Bryan sudah membuka jas pernikahanya dan mulai mencari Nisa. Ia sudah berkeliling seluruh rumah selama 15 menit tapi Nisa tidak terlihat dimana pun. Bryan pun masuk ke dalam rumah dan berharap istrinya itu berada ada di dalam.

"Uncle Darren," panggil Bryan malah menemukan pamannya yang terlihat baru selesai menelepom.

"Bryan, kamu sedang apa?"

"Uncle liat Nisa?" ia mengangguk dan mengarahkan pandangannya ke lantai atas. Mata Bryan mengikuti arah pandangan Darren dan mengangguk. Nisa ada di kamarnya.

"Bry, bisa kita bicara sebentar?" tanya Darren menyetakkan Bryan tiba-tiba.

"Besok aja ya, Uncle. Aku mau ketemu istriku dulu." Darren tersenyum pada Bryan dan mengangguk. Bryan membalas tersenyum dan mengucapkan selamat malam sebelum berjalan menaiki tangga. Dengan santai, Bryan memasuki kamarnya namun tidak menemukan siapapun di sana. Bahkan kamar belum dimasuki oleh siapapun.

"Snowflakes!" panggil Bryan tapi tak ada sahutan sama sekali. Ia memeriksa seluruh kamar dan Nisa tak ada. Bryan lalu keluar dan masuk ke kamar Alisha di lantai dua. Tidak ada siapapun tapi Bryan menemukan gaun pengantin Nisa yang sudah terpasang kembali di manekin serta seluruh asesorisnya terletak rapi di atas meja rias. Nisa mengganti pakaiannya di kamar Alisha. Tapi dia kemana?

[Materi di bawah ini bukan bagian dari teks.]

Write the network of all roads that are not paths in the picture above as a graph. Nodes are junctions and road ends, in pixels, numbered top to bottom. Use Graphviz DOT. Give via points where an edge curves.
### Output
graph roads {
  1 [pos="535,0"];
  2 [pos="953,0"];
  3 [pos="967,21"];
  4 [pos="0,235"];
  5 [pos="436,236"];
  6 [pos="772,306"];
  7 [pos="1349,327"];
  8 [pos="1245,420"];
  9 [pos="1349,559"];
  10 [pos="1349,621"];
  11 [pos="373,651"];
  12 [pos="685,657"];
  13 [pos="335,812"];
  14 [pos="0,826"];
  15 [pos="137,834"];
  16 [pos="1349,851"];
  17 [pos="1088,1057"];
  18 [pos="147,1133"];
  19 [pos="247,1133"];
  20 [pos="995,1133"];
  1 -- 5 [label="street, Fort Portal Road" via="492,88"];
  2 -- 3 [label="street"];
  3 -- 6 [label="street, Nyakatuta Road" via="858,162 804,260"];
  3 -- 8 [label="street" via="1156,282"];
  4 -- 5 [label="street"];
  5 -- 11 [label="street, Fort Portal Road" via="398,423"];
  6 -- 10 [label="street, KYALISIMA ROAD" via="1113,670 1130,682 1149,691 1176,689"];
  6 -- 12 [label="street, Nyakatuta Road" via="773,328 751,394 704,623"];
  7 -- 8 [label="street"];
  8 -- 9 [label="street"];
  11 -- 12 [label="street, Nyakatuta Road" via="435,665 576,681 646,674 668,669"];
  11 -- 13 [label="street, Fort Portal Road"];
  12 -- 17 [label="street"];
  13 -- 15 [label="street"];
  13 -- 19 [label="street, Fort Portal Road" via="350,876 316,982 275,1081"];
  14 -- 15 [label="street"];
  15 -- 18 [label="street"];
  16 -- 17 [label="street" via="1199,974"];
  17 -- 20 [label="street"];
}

Sambil masih memegang jasnya, Bryan mencari ke seluruh rumah sampai ke lapangan parkir. Tak ada Nisa, tapi Bryan malah menemukan Arya seperti sedang mencari sesuatu.

"Arya, lo ngapain disini?"

"Gue cari Emily, gue udah cari di semua ruangan tapi dia gak ada. Gue takut dia udah balik duluan." Bryan mengangguk dan wajahnya masih berpaling ke kanan dan kiri mencari Nisa.

"Gue juga lagi cari Nisa, tapi gak tau dia ada dimana. Di semua kamar gak ada." Arya mengernyitkan kening mendengar Bryan. Kenapa bisa kebetulan seperti ini.

"Apa mungkin mereka balik ke penthouse berdua?" Bryan mengangkat bahu. Arya pun lalu mengajak Bryan pergi ke parkiran mobil. Disana Bryan mulai bertanya pada semua orang.

"Apa ada yang melihat Nisa?" tanya Bryan pada seluruh supir dan pengawal di lapangan parkir. Lalu Denis muncul dan mengatakan sesuatu.

"Ah Pak Bryan, saya yang antar ibu Nisa ke penthouse."

"Apa dia bersama seseorang?" tanya Arya langsung dan Denis menggeleng.

"Mungkin Emily udah balik lebih dulu!" sahut Bryan menoleh pada Arya dan ia pun mengangguk.

"Ya udah, kita kembali ke penthouse aja. Gue rasa mereka di sana Arya."

"Kalo gitu gue ambil mobil dulu." Bryan mengangguk dan berjalan menuju mobinya bersama Denis.